McSweeney was born in Charleston and was forced to become a paperboy at the age of 10 in order to help support his family when his father died. He went to Lexington, Virginia to attend Washington and Lee University upon being awarded the Typographical Union of Charleston Scholarship, but later had to withdraw due to lack of funds. He published the Ninety-Six Guardian at the age of 22 and he moved to Hampton two years later to start the Hampton County Guardian.
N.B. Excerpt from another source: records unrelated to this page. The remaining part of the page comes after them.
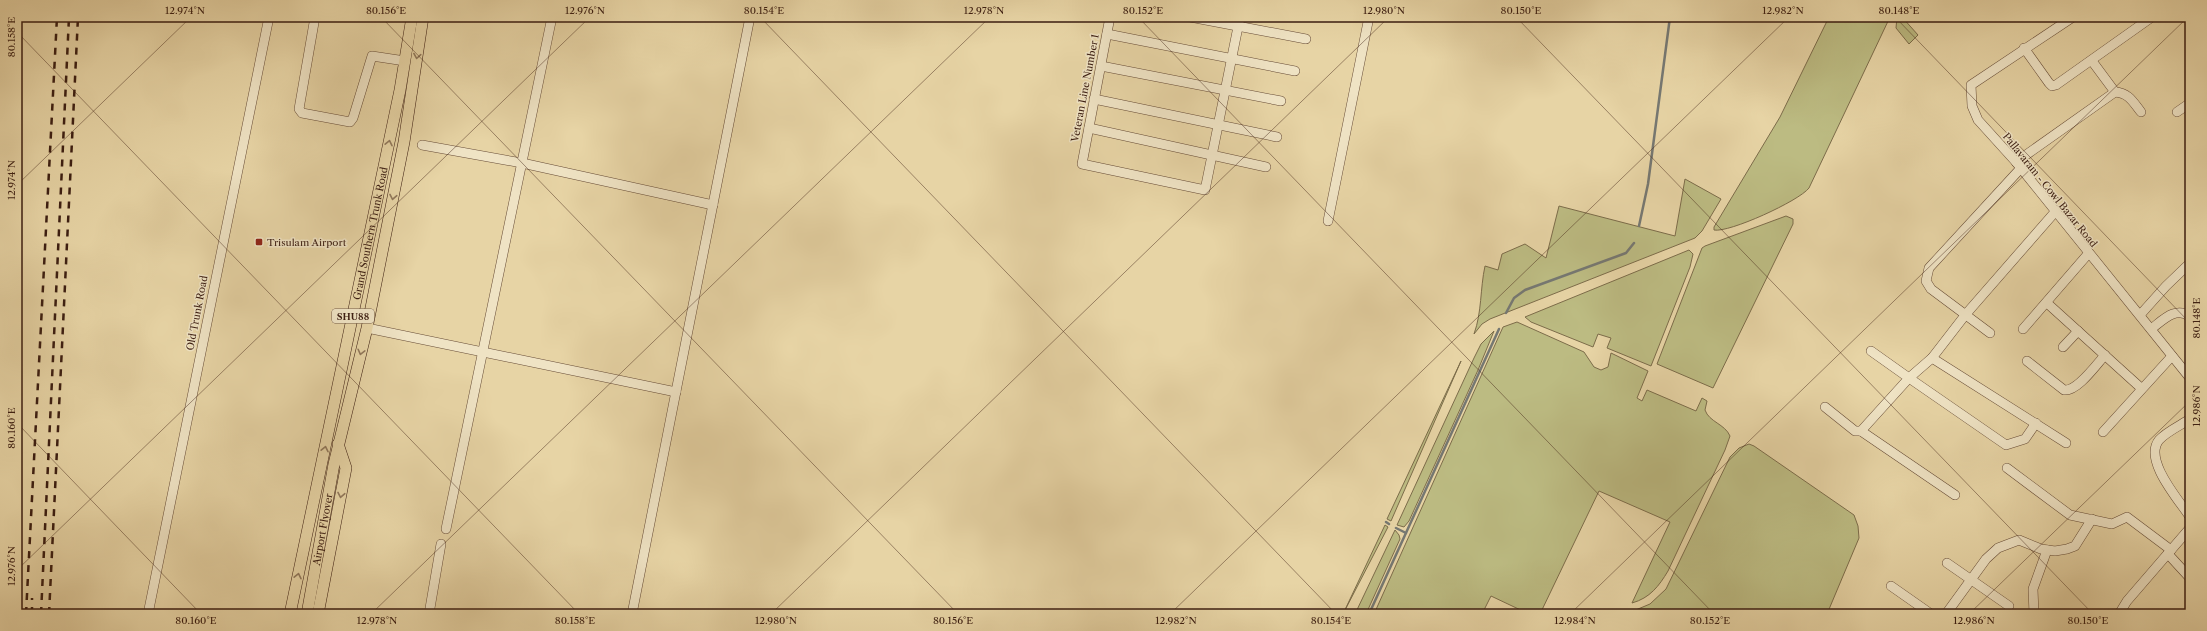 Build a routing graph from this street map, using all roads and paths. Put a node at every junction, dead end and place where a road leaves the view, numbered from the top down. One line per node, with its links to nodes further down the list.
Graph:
1 (269, 17): 83 (street, Old Trunk Road)
2 (315, 17): 19 (street)
3 (412, 17): 19 (main road, Grand Southern Trunk Road / SHU88)
4 (423, 17): 46 (main road, Grand Southern Trunk Road / SHU88, one-way to 46)
5 (552, 17): 34 (street)
6 (749, 17): 37 (street)
7 (1110, 17): 14 (street, Veteran Line Number 1)
8 (1190, 17): 13 (street)
9 (1240, 17): 13 (street)
10 (1369, 17): 39 (street)
11 (2073, 17): 16 (street, Pallavaram - Cowl Bazar Road)
12 (2152, 17): 18 (street)
13 (1238, 27): 15 (street); 17 (street)
14 (1107, 34): 17 (street); 20 (street, Veteran Line Number 1)
15 (1306, 39)
16 (2024, 48): 18 (street); 35 (street, Pallavaram - Cowl Bazar Road)
17 (1232, 58): 21 (street); 22 (street)
18 (2092, 61): 23 (street)
19 (405, 62): 84 (main road, Grand Southern Trunk Road / SHU88, one-way to 19)
20 (1101, 66): 22 (street); 24 (street, Veteran Line Number 1)
21 (1295, 71)
22 (1224, 90): 25 (street); 29 (street)
23 (2115, 92): 27 (street); 35 (street)
24 (1094, 99): 29 (street); 30 (street, Veteran Line Number 1)
25 (1282, 101)
26 (2190, 103): 28 (street)
27 (2142, 112)
28 (2177, 112)
29 (1219, 124): 31 (street); 33 (street)
30 (1089, 128): 33 (street); 33 (street, Veteran Line Number 1)
31 (1277, 137)
32 (422, 145): 34 (street)
33 (1212, 155): 36 (street)
34 (522, 164): 37 (street); 52 (street)
35 (2018, 165): 38 (street, Pallavaram - Cowl Bazar Road); 43 (street)
36 (1266, 166)
37 (713, 205): 61 (street)
38 (2055, 212): 40 (street, Pallavaram - Cowl Bazar Road); 43 (street)
39 (1328, 221)
40 (2088, 254): 42 (street); 44 (street, Pallavaram - Cowl Bazar Road)
41 (2190, 263): 44 (street)
42 (2047, 302): 47 (street); 49 (street)
43 (1966, 314): 50 (street); 56 (street)
44 (2140, 315): 48 (street, Pallavaram - Cowl Bazar Road)
45 (2190, 317): 48 (street)
46 (367, 328): 52 (street); 68 (main road, Grand Southern Trunk Road / SHU88, one-way to 68)
47 (2023, 329)
48 (2151, 329): 55 (street, Pallavaram - Cowl Bazar Road)
49 (2078, 331): 51 (street); 54 (street)
50 (1990, 333)
51 (2063, 347)
52 (484, 351): 61 (street); 74 (street)
53 (1871, 351): 58 (street)
54 (2105, 355): 57 (street); 60 (street)
55 (2172, 356): 59 (street, Pallavaram - Cowl Bazar Road); 60 (street)
56 (1932, 358): 58 (street); 64 (street)
57 (2027, 361)
58 (1910, 378): 64 (street); 65 (street)
59 (2190, 378)
60 (2142, 388): 66 (street)
61 (676, 392): 88 (street)
62 (1825, 407): 65 (street)
63 (2190, 419): 71 (street)
64 (2036, 423): 67 (street)
65 (1861, 431): 70 (street)
66 (2103, 432)
67 (2066, 443)
68 (338, 444): 85 (main road, Airport Flyover / SHU88); 86 (main road, one-way to 86)
69 (2007, 468): 72 (street)
70 (1955, 495)
71 (2190, 517)
72 (2092, 519): 76 (street); 77 (street)
73 (2190, 528): 77 (street)
74 (446, 529)
75 (442, 544): 87 (street)
76 (2048, 550): 80 (street); 91 (street)
77 (2169, 552): 79 (street); 92 (street)
78 (1948, 562): 80 (street)
79 (2190, 578)
80 (1971, 579): 82 (street); 90 (street)
81 (1891, 586): 89 (street)
82 (2009, 606)
83 (148, 614)
84 (290, 614)
85 (307, 614)
86 (318, 614)
87 (429, 614)
88 (632, 614)
89 (1931, 614)
90 (1946, 614)
91 (2034, 614)
92 (2119, 614) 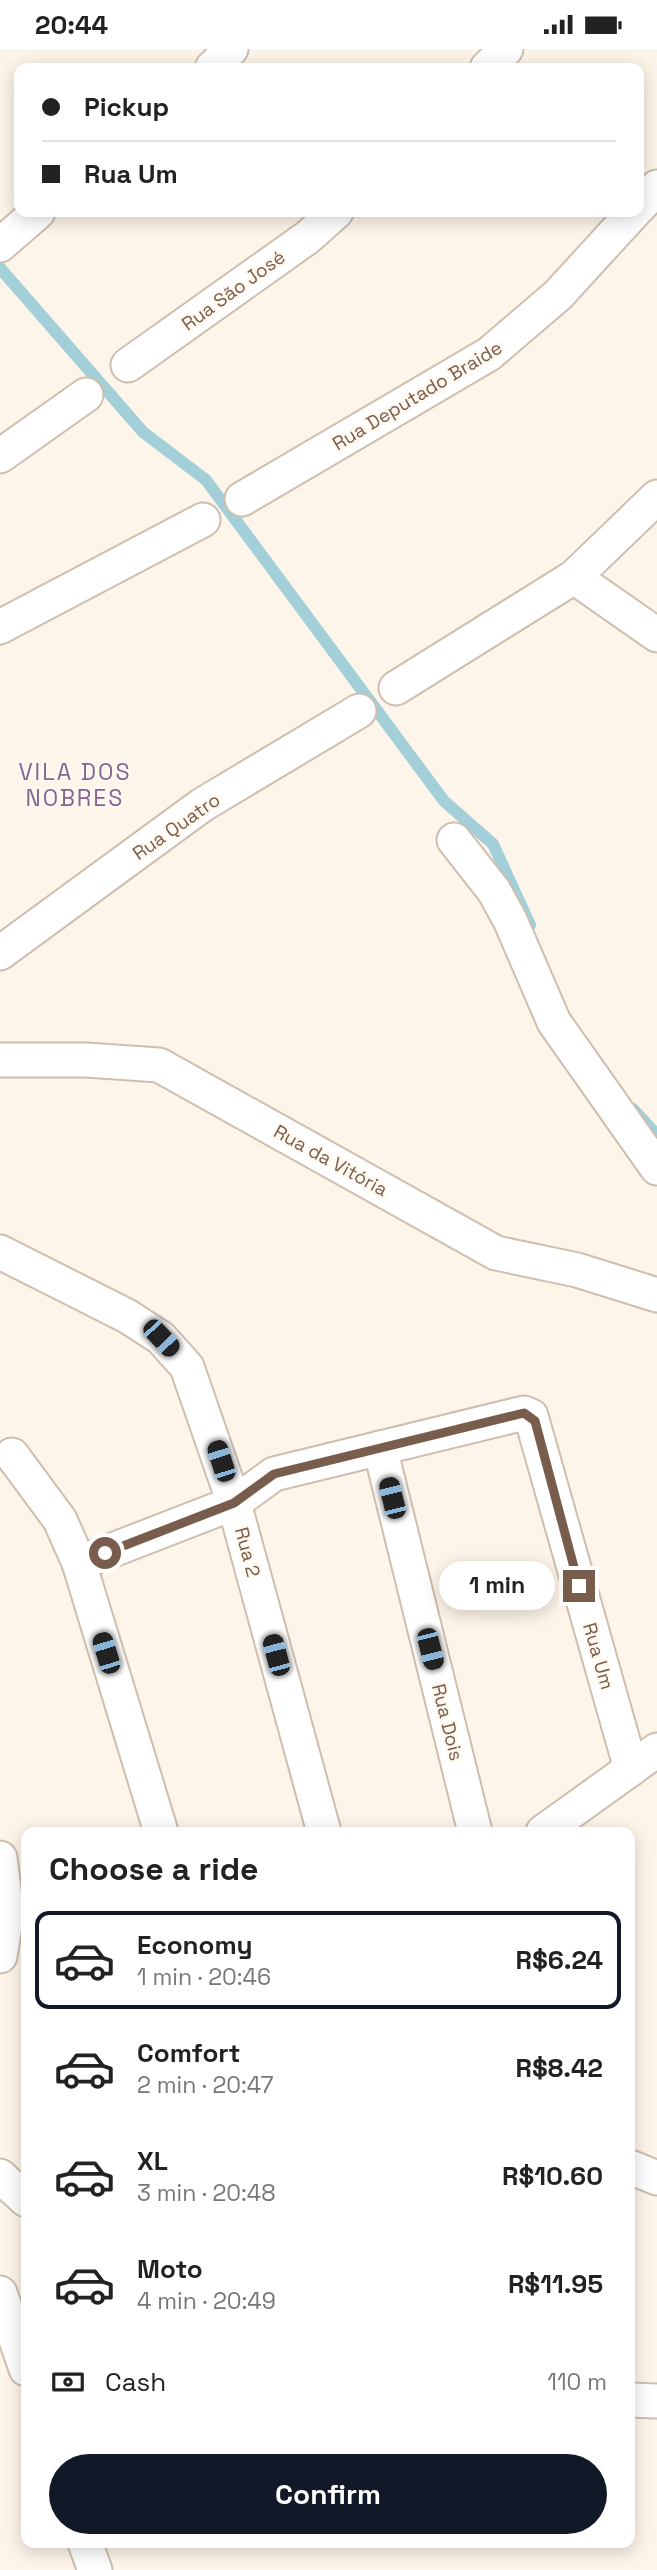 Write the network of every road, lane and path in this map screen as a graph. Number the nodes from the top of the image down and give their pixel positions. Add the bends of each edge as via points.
1 (232, 49) edge
2 (506, 49) edge
3 (217, 63) edge
4 (492, 63) edge
5 (657, 187) edge
6 (644, 201) edge
7 (330, 217) edge
8 (629, 217) edge
9 (128, 365) dead end
10 (86, 395) dead end
11 (0, 456) edge
12 (657, 497) edge
13 (243, 499) dead end
14 (203, 520) dead end
15 (573, 577) junction
16 (0, 627) edge
17 (657, 635) edge
18 (396, 688) dead end
19 (359, 711) dead end
20 (454, 840) dead end
21 (0, 953) edge
22 (0, 1060) edge
23 (657, 1168) edge
24 (0, 1252) edge
25 (657, 1295) edge
26 (380, 1448) junction
27 (12, 1455) dead end
28 (234, 1503) junction
29 (79, 1563) junction
30 (644, 1759) edge
31 (159, 1827) edge
32 (323, 1827) edge
33 (474, 1827) edge
34 (550, 1827) edge
35 (0, 1858) edge
36 (0, 1955) edge
37 (635, 2169) edge
38 (657, 2178) edge
39 (0, 2293) edge
40 (21, 2354) edge
41 (635, 2400) edge
42 (657, 2402) edge
43 (87, 2548) edge
44 (95, 2570) edge

1 - 3 street
2 - 4 street
5 - 6 street
7 - 9 street, Rua São José
8 - 13 street, Rua Deputado Braide via 558,295 489,354
10 - 11 street
12 - 15 street
14 - 16 street
15 - 17 street
15 - 18 street
19 - 21 street, Rua Quatro via 202,805
20 - 23 street via 494,891 555,1022
22 - 25 street, Rua da Vitória via 159,1065 496,1253 576,1270
24 - 28 street, Rua 2 via 161,1338 187,1367
26 - 28 street via 274,1474
26 - 30 street, Rua Um via 524,1413 535,1421
26 - 33 street, Rua Dois
27 - 29 street via 60,1520
28 - 29 street
28 - 32 street, Rua 2
29 - 31 street
30 - 34 street
35 - 36 street via 7,1913
37 - 38 street
39 - 40 street
41 - 42 street
43 - 44 street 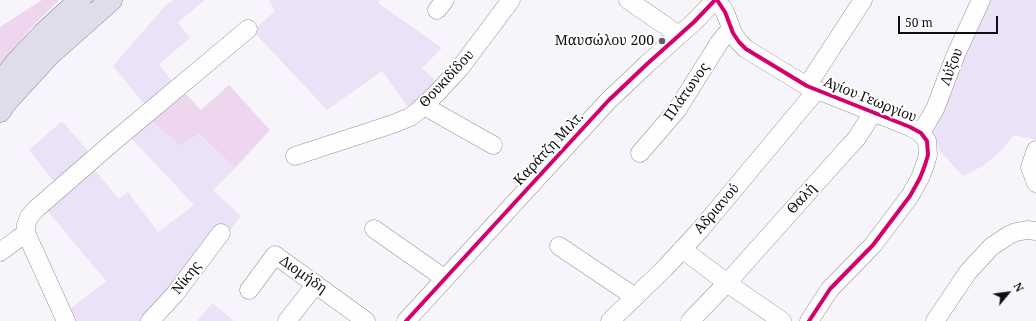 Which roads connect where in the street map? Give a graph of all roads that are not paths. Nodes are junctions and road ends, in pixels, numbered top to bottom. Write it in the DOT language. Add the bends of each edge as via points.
graph roads {
  1 [pos="80,0"];
  2 [pos="111,0"];
  3 [pos="511,0"];
  4 [pos="628,0"];
  5 [pos="716,0"];
  6 [pos="863,0"];
  7 [pos="981,0"];
  8 [pos="731,28"];
  9 [pos="248,29"];
  10 [pos="679,35"];
  11 [pos="0,84"];
  12 [pos="811,89"];
  13 [pos="424,106"];
  14 [pos="0,111"];
  15 [pos="873,112"];
  16 [pos="920,133"];
  17 [pos="493,145"];
  18 [pos="1036,150"];
  19 [pos="640,153"];
  20 [pos="295,156"];
  21 [pos="1036,183"];
  22 [pos="374,229"];
  23 [pos="1036,230"];
  24 [pos="26,233"];
  25 [pos="221,233"];
  26 [pos="559,246"];
  27 [pos="682,249"];
  28 [pos="0,252"];
  29 [pos="444,278"];
  30 [pos="728,283"];
  31 [pos="316,284"];
  32 [pos="249,290"];
  33 [pos="635,297"];
  34 [pos="66,321"];
  35 [pos="150,321"];
  36 [pos="287,321"];
  37 [pos="366,321"];
  38 [pos="406,321"];
  39 [pos="610,321"];
  40 [pos="690,321"];
  41 [pos="782,321"];
  42 [pos="809,321"];
  43 [pos="935,321"];
  1 -- 11 [label="main road" via="44,33"];
  2 -- 14 [label="main road" via="49,55"];
  3 -- 13 [label="street, Θουκιδίδου" via="460,68"];
  4 -- 10 [label="street"];
  5 -- 8 [label="street, Αγίου Γεωργίου" via="725,12"];
  5 -- 10 [label="street, Καράτζη Μιλτ."];
  6 -- 12 [label="street, Αδριανού"];
  7 -- 16 [label="street, Λύξου" via="935,108"];
  8 -- 12 [label="street, Αγίου Γεωργίου" via="746,49"];
  8 -- 19 [label="street, Πλάτωνος" via="676,110"];
  9 -- 24 [label="street" via="36,209 27,221"];
  10 -- 29 [label="street, Καράτζη Μιλτ." via="608,101"];
  12 -- 15 [label="street, Αγίου Γεωργίου"];
  12 -- 27 [label="street, Αδριανού" via="720,207"];
  13 -- 17 [label="street"];
  13 -- 20 [label="street, Θουκιδίδου" via="410,117 393,124"];
  15 -- 16 [label="street, Αγίου Γεωργίου"];
  15 -- 30 [label="street, Θαλή" via="856,139"];
  16 -- 42 [label="street, Αγίου Γεωργίου" via="926,141 928,155 916,185 882,235 830,290"];
  18 -- 21 [label="street" via="1030,167"];
  22 -- 29 [label="street"];
  23 -- 43 [label="street" via="1009,235 988,250 968,272"];
  24 -- 28 [label="street"];
  24 -- 34 [label="street"];
  25 -- 35 [label="street, Νίκης" via="180,288"];
  26 -- 33 [label="street"];
  27 -- 30 [label="street"];
  27 -- 33 [label="street, Αδριανού"];
  29 -- 38 [label="street, Καράτζη Μιλτ."];
  30 -- 40 [label="street, Θαλή"];
  30 -- 41 [label="street"];
  31 -- 32 [label="street, Διομήδη" via="275,255"];
  31 -- 36 [label="street"];
  31 -- 37 [label="street, Διομήδη"];
  33 -- 39 [label="street, Αδριανού"];
}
In 1894, McSweeney was elected to the South Carolina House of Representatives and additionally served as the chairman of the Hampton County Democratic Party. He successfully ran for Lieutenant Governor in 1896 and was elevated to the governorship following the death of Governor William Haselden Ellerbe on June 2, 1899. A proponent of the state Dispensary and backed by Senator Ben Tillman, McSweeney won a term on his own in the gubernatorial election of 1900. However, many in Hampton were in favor of prohibition and the Hampton County Guardian lost advertising revenue and subscriptions because of McSweeney's support of the Dispensary.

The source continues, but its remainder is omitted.